Gold nanoparticles regulate the antitumor secretome and have potent cytotoxic effects against prostate cancer cells.

The specific cytotoxic effects of nanoparticles on tumor cells may be used in future antitumor clinical applications. Gold nanoparticles (AuNPs) have been reported to produce potent cytotoxic effects; however, the precise mechanism is unclear. In this study, AuNPs were synthesized; the average size of the particles was 62.2 ± 6 nm with smooth surface and multiple shapes, which were determined using transmission electron microscopy and field emission scanning electron microscopy. The selected area electron diffraction patterns suggested that the synthesized AuNPs were crystalline.
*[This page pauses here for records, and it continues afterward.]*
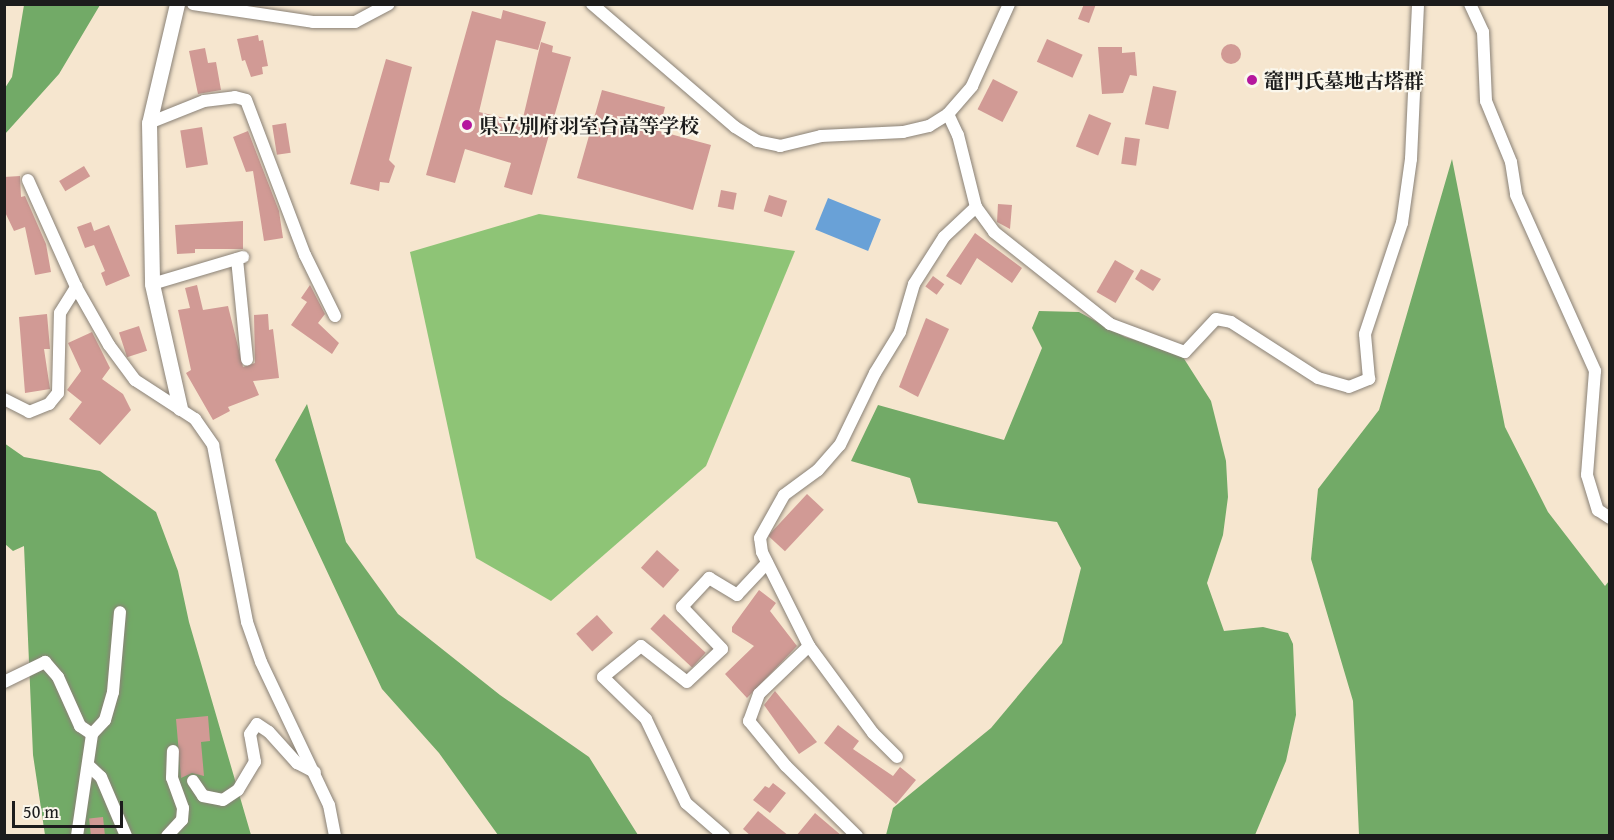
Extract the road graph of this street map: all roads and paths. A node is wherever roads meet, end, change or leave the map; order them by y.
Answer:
1 (177, 4) edge
2 (193, 4) edge
3 (389, 4) edge
4 (592, 4) edge
5 (1009, 4) edge
6 (1418, 4) edge
7 (1470, 4) edge
8 (948, 114) junction
9 (149, 123) junction
10 (28, 180) dead end
11 (976, 207) junction
12 (152, 284) junction
13 (76, 287) junction
14 (335, 316) dead end
15 (248, 360) dead end
16 (4, 399) edge
17 (180, 408) junction
18 (1610, 518) edge
19 (767, 563) junction
20 (120, 612) dead end
21 (809, 646) junction
22 (4, 682) edge
23 (92, 734) junction
24 (173, 751) dead end
25 (897, 757) dead end
26 (89, 766) junction
27 (315, 771) junction
28 (193, 781) dead end
29 (77, 836) edge
30 (126, 836) edge
31 (167, 836) edge
32 (335, 836) edge
33 (724, 836) edge
34 (857, 836) edge

1 - 9 street
2 - 3 street
4 - 8 street
5 - 8 street
6 - 11 street
7 - 18 street
8 - 11 street
9 - 12 street
9 - 14 street
10 - 13 street
11 - 19 street
12 - 15 street
12 - 17 street
13 - 16 street
13 - 17 street
17 - 27 street
19 - 21 street
19 - 33 street
20 - 23 street
21 - 25 street
21 - 34 street
22 - 23 street
23 - 26 street
24 - 31 street
26 - 29 street
26 - 30 street
27 - 28 street
27 - 32 street

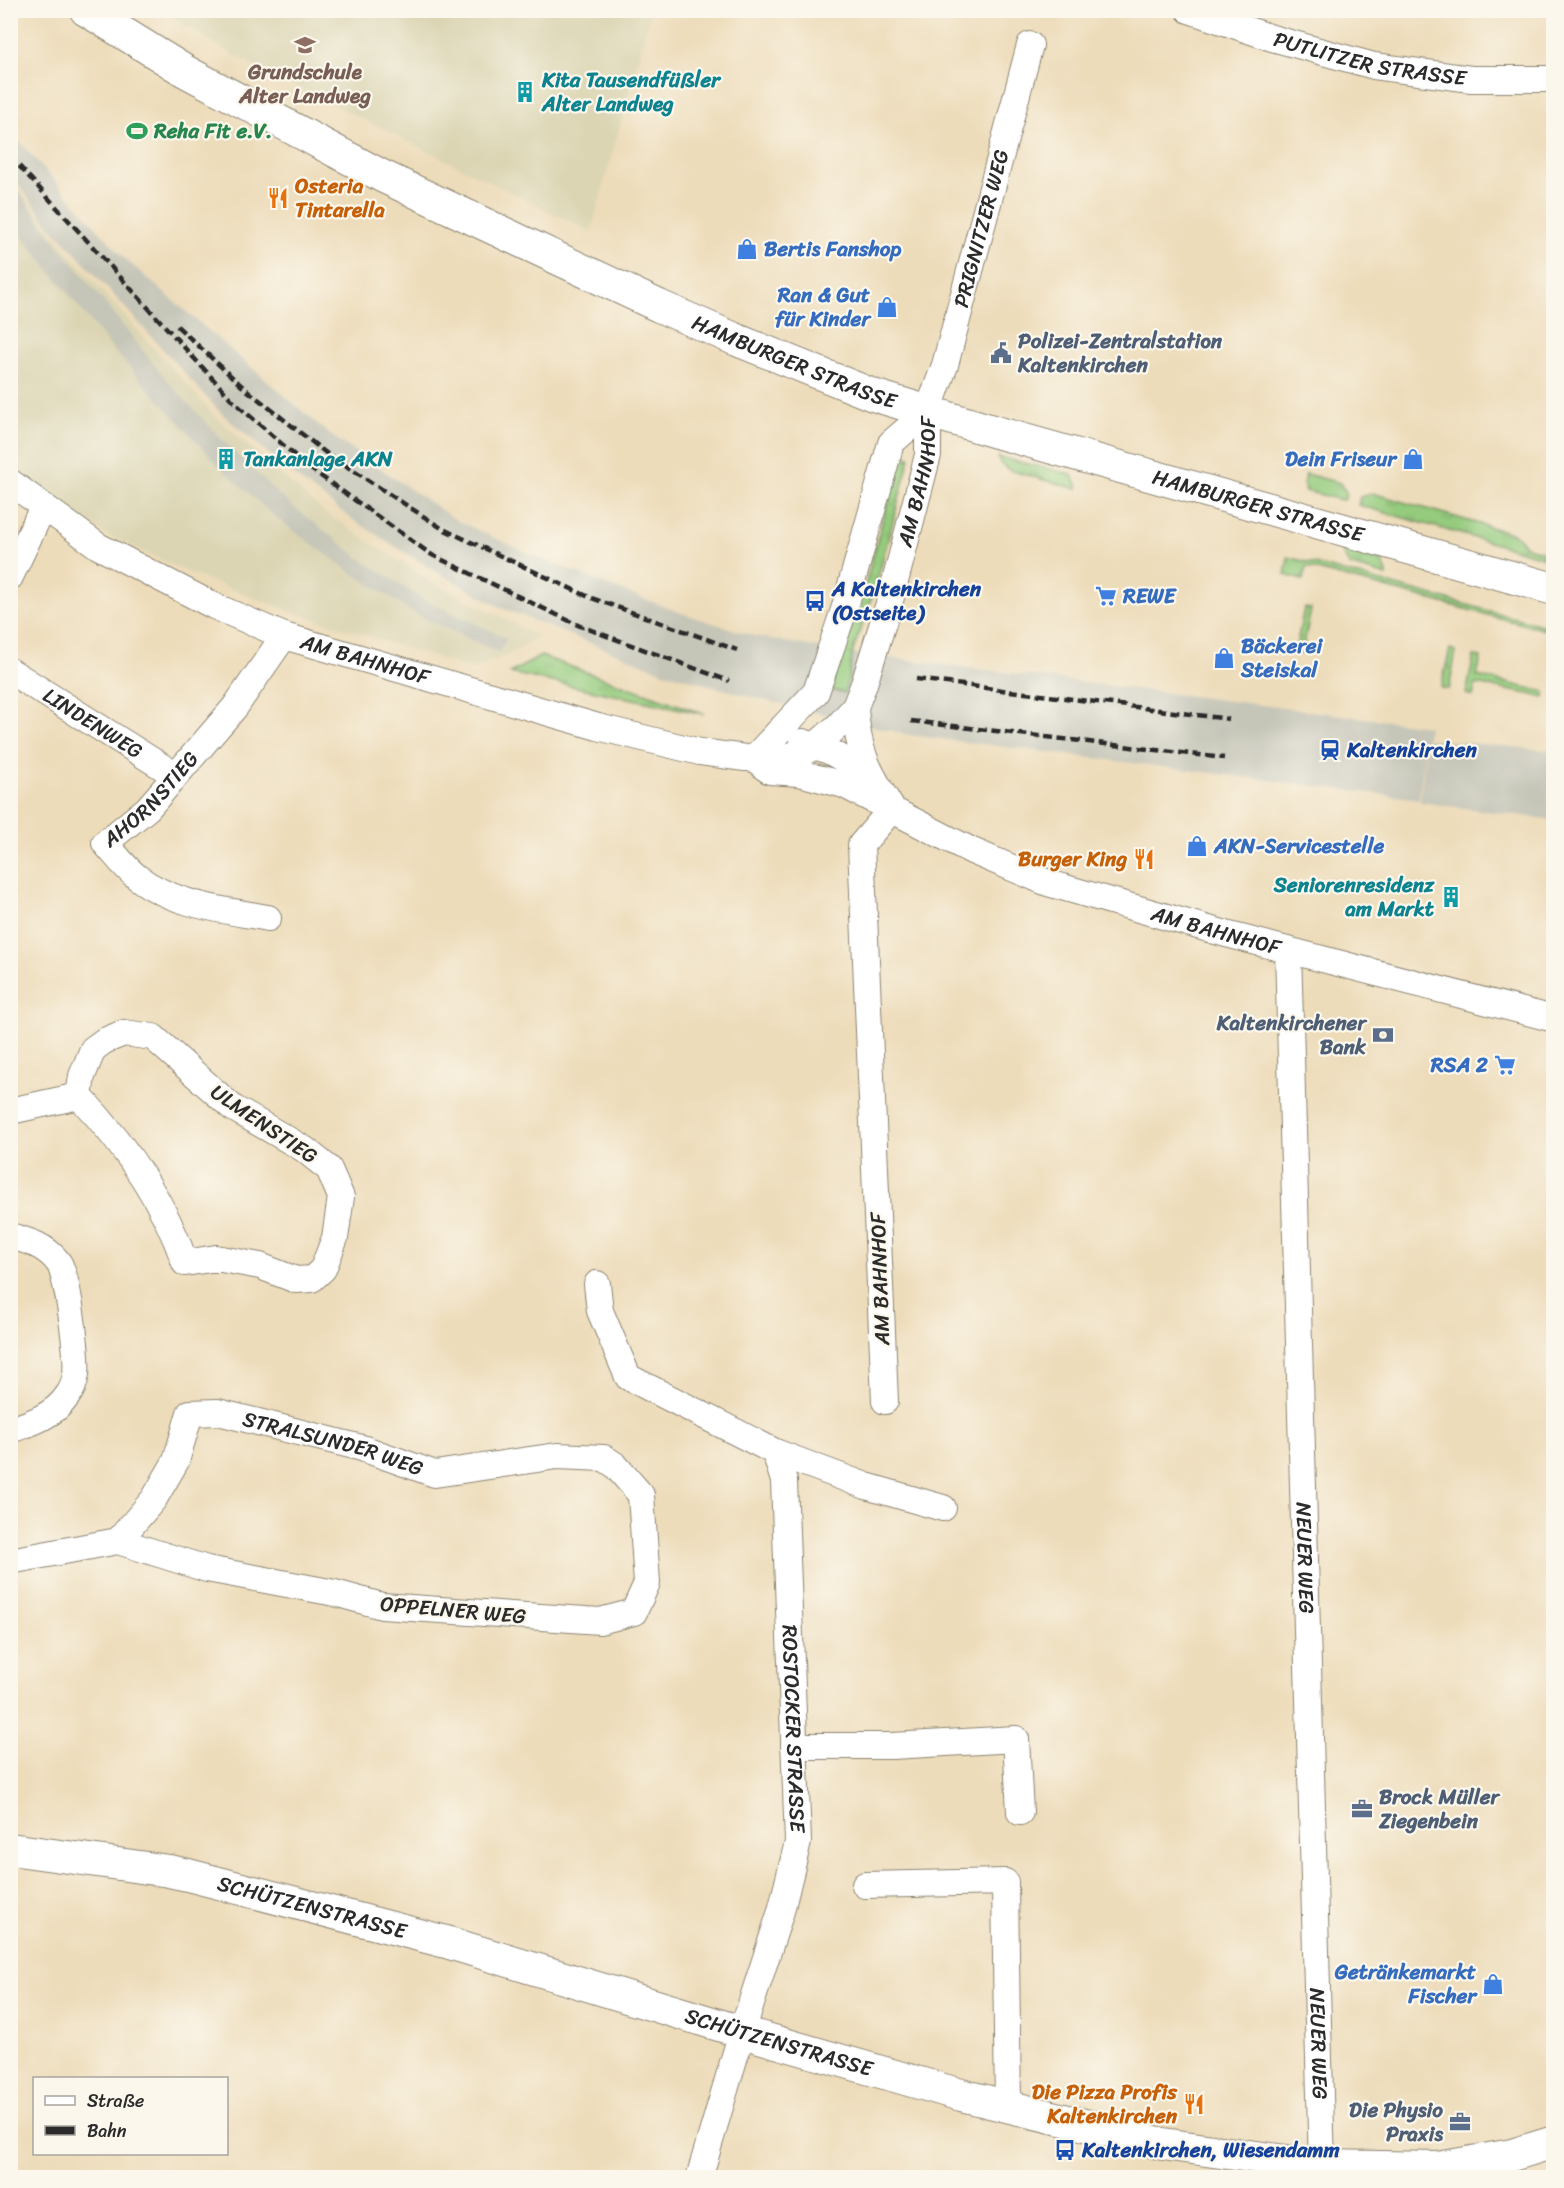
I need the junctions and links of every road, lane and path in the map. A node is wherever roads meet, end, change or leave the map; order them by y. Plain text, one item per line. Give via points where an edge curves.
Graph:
1 (86, 10) edge
2 (1189, 10) edge
3 (1030, 45) dead end
4 (1554, 79) edge
5 (928, 411) junction
6 (10, 482) edge
7 (43, 507) junction
8 (10, 577) edge
9 (1553, 588) edge
10 (284, 636) junction
11 (10, 671) edge
12 (816, 692) junction
13 (855, 707) junction
14 (821, 745) junction
15 (761, 750) junction
16 (870, 774) junction
17 (175, 775) junction
18 (844, 784) junction
19 (892, 809) junction
20 (268, 918) dead end
21 (1288, 950) junction
22 (1554, 1019) edge
23 (79, 1096) junction
24 (10, 1111) edge
25 (10, 1236) edge
26 (597, 1284) dead end
27 (885, 1401) dead end
28 (10, 1430) edge
29 (775, 1452) junction
30 (615, 1465) joint
31 (943, 1508) dead end
32 (118, 1541) junction
33 (10, 1561) edge
34 (794, 1746) junction
35 (1020, 1812) dead end
36 (10, 1849) edge
37 (865, 1886) dead end
38 (742, 2032) junction
39 (1008, 2106) junction
40 (1554, 2142) edge
41 (1322, 2166) junction
42 (699, 2178) edge

1 - 5 main road, HAMBURGER STRASSE via 185,71 382,176 737,340 873,395
2 - 4 street, PUTLITZER STRASSE via 1374,66 1471,79
3 - 5 street, PRIGNITZER WEG via 945,365
5 - 9 main road, HAMBURGER STRASSE
5 - 12 street, AM BAHNHOF via 891,443 844,610
5 - 13 street, AM BAHNHOF via 928,455 891,597
6 - 7 street, AM BAHNHOF
7 - 8 street
7 - 10 street, AM BAHNHOF via 98,546 160,580
10 - 15 street, AM BAHNHOF via 598,727 700,752
10 - 17 street, AHORNSTIEG via 235,707
11 - 17 street, LINDENWEG
12 - 14 street, AM BAHNHOF
12 - 15 street, AM BAHNHOF
13 - 14 street, AM BAHNHOF
13 - 16 street, AM BAHNHOF via 856,734
14 - 15 street, AM BAHNHOF via 783,758
14 - 16 street, AM BAHNHOF
14 - 18 street, AM BAHNHOF
15 - 18 street, AM BAHNHOF via 770,771 799,773
16 - 19 street, AM BAHNHOF
17 - 20 street, AHORNSTIEG via 148,808 105,843 137,877 172,896
18 - 19 street, AM BAHNHOF
19 - 21 street, AM BAHNHOF via 1048,883
19 - 27 street, AM BAHNHOF via 861,845
21 - 22 street, AM BAHNHOF
21 - 41 street, NEUER WEG
23 - 23 street, ULMENSTIEG via 93,1049 124,1033 153,1037 233,1108 304,1149 329,1169 341,1197 335,1238 323,1269 312,1279 296,1280 260,1266 216,1258 185,1263 175,1233 135,1164
23 - 24 street
25 - 28 street via 43,1247 58,1262 65,1281 76,1376 69,1394 56,1409 38,1421
26 - 29 street via 600,1311 628,1377
29 - 31 street via 867,1486
29 - 34 street, ROSTOCKER STRASSE via 784,1481
30 - 32 street, STRALSUNDER WEG via 604,1458 557,1456 435,1474 362,1448 218,1412 190,1413 176,1461 154,1499
30 - 32 street, OPPELNER WEG via 641,1494 647,1583 634,1612 600,1621 382,1606 207,1569
32 - 33 street
34 - 35 street via 892,1746 1016,1739
34 - 38 street, ROSTOCKER STRASSE via 798,1842 781,1911
36 - 38 main road, SCHÜTZENSTRASSE via 188,1875 446,1942
37 - 39 street via 1005,1882
38 - 39 main road, SCHÜTZENSTRASSE
38 - 42 street, ROSTOCKER STRASSE
39 - 41 main road, SCHÜTZENSTRASSE via 1163,2144
40 - 41 main road, SCHÜTZENSTRASSE via 1512,2155 1438,2168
The X-ray photoelectron spectroscopy (XPS) spectrum of the synthesized AuNPs has presented an intense peak at 100 eV, signifying the entire composition of Au in the developed AuNPs. This synthesized AuNPs showed the most potent efficacy in prostate cancer cells, regardless of whether or not they were androgen dependent. Secretome determinations using two-dimensional difference in-gel electrophoresis (2D-DIGE), followed by enzyme-linked immunosorbent assay and quantitative reverse transcriptase-polymerase chain reaction validations, have identified a series of secretory proteins that were dysregulated by AuNP treatment in prostate cancer cells, many of which are highly involved in cytokine-chemokine functions, including CXCL3, interleukin-10, CCL2, and matrix metalloproteinase 9 (MMP9). Further research on molecular mechanism has indicated that AuNPs can trigger the secretion of anticancer factors and myeloid cell-polarizing factors from tumor cells through MMP9 inhibition. These results have clearly signified the cytotoxic potential of AuNPs for treating prostate cancer and may provide a novel direction for prostate cancer therapy in the future.